» Exercise objective
Return each line of the entries that holds the string "roads".

» Record extracts
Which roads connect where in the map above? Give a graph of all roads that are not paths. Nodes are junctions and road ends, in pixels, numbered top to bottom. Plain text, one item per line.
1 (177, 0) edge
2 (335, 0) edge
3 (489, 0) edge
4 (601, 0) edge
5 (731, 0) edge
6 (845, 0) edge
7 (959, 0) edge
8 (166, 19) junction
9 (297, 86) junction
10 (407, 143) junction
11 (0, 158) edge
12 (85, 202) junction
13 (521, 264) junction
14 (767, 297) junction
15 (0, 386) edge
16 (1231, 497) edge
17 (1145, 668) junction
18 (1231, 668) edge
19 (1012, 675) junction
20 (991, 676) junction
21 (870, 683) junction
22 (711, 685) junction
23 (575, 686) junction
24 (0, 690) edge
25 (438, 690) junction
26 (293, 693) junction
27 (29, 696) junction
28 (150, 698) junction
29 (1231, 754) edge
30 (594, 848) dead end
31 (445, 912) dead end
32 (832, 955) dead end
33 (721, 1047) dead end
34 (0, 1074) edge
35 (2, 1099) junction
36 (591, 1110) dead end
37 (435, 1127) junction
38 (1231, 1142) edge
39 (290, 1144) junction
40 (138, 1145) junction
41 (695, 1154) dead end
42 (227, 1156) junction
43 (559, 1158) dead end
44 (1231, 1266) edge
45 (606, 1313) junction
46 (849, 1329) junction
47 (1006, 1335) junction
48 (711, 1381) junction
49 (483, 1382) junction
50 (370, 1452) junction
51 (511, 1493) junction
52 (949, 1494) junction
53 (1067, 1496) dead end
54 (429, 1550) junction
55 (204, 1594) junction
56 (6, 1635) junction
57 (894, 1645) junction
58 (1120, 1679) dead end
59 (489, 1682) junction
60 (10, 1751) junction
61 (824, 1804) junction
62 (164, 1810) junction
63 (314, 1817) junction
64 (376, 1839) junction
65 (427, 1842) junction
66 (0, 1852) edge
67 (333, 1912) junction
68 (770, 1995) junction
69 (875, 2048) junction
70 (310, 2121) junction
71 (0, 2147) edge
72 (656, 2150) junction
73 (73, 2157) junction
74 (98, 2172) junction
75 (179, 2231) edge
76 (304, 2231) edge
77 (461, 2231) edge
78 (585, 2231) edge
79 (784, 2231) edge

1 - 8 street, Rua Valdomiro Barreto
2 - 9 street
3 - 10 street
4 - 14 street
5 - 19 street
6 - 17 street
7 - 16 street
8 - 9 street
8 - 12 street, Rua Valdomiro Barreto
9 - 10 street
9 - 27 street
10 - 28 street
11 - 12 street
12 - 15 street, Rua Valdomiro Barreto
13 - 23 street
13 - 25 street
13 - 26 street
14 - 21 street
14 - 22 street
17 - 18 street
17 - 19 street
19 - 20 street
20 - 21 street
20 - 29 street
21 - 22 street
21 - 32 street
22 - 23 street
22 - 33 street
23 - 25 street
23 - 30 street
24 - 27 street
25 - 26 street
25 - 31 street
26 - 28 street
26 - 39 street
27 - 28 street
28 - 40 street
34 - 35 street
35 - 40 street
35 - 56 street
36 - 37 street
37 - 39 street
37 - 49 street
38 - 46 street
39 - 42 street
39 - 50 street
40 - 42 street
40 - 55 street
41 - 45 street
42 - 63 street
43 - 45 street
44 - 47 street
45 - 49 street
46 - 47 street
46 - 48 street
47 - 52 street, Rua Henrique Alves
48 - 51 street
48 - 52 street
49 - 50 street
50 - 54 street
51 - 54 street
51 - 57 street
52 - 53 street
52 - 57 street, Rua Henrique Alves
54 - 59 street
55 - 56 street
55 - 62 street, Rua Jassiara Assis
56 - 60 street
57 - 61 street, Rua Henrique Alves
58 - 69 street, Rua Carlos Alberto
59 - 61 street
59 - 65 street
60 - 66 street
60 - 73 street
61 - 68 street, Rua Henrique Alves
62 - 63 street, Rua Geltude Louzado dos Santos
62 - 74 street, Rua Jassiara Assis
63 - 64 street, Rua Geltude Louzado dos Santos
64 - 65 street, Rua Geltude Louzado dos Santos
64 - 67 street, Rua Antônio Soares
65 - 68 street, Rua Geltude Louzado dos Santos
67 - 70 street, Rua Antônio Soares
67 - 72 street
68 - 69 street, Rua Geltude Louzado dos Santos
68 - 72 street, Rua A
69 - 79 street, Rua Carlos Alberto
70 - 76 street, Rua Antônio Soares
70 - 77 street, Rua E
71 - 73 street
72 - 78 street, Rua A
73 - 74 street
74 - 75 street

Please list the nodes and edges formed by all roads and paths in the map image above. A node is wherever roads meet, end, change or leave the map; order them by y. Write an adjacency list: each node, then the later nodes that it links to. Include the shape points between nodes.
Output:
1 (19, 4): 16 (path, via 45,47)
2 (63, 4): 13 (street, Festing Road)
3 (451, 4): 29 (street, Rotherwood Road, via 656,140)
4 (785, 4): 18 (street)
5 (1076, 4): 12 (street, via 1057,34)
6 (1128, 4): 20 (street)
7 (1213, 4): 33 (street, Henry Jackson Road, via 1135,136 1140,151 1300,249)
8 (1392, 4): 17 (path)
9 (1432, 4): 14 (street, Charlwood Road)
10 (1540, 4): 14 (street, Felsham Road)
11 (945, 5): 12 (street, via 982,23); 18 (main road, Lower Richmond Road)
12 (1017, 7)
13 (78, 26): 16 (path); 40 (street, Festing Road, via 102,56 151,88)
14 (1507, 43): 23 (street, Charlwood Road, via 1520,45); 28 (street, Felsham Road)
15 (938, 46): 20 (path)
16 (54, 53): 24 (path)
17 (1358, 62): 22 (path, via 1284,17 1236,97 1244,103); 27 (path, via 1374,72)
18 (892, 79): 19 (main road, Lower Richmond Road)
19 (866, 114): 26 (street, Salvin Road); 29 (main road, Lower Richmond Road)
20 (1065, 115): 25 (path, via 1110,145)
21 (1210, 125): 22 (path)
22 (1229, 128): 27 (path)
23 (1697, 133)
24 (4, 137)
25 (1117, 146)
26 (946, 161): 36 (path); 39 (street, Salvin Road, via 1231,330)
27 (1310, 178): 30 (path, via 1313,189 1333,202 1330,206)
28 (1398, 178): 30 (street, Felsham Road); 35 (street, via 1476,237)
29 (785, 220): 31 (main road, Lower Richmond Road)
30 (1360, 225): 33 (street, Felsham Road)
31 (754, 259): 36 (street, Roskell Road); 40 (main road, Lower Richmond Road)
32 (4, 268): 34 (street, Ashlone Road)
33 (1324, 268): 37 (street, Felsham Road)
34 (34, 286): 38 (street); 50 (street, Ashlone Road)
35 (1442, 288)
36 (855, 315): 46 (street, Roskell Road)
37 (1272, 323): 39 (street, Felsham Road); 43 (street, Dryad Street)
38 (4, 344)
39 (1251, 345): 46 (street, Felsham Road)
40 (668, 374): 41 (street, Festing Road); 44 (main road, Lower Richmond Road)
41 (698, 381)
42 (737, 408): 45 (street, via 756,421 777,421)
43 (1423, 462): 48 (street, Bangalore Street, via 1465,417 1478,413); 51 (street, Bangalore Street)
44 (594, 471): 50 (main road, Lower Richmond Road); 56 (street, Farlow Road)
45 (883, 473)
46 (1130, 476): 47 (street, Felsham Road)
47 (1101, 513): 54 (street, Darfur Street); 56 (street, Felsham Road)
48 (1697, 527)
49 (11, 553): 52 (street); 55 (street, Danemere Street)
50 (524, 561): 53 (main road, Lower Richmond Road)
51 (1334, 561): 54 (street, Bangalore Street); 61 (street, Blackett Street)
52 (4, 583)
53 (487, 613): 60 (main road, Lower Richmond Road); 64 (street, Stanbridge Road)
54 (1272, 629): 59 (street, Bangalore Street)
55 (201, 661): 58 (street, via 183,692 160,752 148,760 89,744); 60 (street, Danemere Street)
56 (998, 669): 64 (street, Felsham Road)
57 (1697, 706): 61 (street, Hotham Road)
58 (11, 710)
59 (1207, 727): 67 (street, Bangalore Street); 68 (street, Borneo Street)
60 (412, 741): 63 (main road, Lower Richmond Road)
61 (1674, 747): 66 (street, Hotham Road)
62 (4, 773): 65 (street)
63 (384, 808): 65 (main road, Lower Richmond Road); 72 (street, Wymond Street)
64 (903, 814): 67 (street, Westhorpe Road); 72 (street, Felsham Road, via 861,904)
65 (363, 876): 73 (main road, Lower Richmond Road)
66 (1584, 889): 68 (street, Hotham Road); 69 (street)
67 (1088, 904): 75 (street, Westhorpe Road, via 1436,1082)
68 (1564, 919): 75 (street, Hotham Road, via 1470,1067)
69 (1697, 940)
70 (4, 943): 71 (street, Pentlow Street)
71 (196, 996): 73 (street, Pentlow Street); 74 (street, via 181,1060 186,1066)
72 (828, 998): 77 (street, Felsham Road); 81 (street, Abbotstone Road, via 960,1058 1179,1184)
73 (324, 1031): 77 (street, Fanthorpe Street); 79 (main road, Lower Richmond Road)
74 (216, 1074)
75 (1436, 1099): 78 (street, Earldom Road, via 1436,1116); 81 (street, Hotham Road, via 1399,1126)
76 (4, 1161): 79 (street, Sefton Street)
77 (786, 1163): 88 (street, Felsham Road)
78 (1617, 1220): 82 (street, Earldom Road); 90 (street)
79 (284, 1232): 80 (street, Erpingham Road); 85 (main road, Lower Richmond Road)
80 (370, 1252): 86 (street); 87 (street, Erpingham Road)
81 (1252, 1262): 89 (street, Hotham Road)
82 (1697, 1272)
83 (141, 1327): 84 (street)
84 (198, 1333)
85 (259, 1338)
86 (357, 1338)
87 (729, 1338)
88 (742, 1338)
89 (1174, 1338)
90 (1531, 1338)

» Response below
Which roads connect where in the map above? Give a graph of all roads that are not paths. Nodes are junctions and road ends, in pixels, numbered top to bottom. Plain text, one item per line.
Please list the nodes and edges formed by all roads and paths in the map image above. A node is wherever roads meet, end, change or leave the map; order them by y. Write an adjacency list: each node, then the later nodes that it links to. Include the shape points between nodes.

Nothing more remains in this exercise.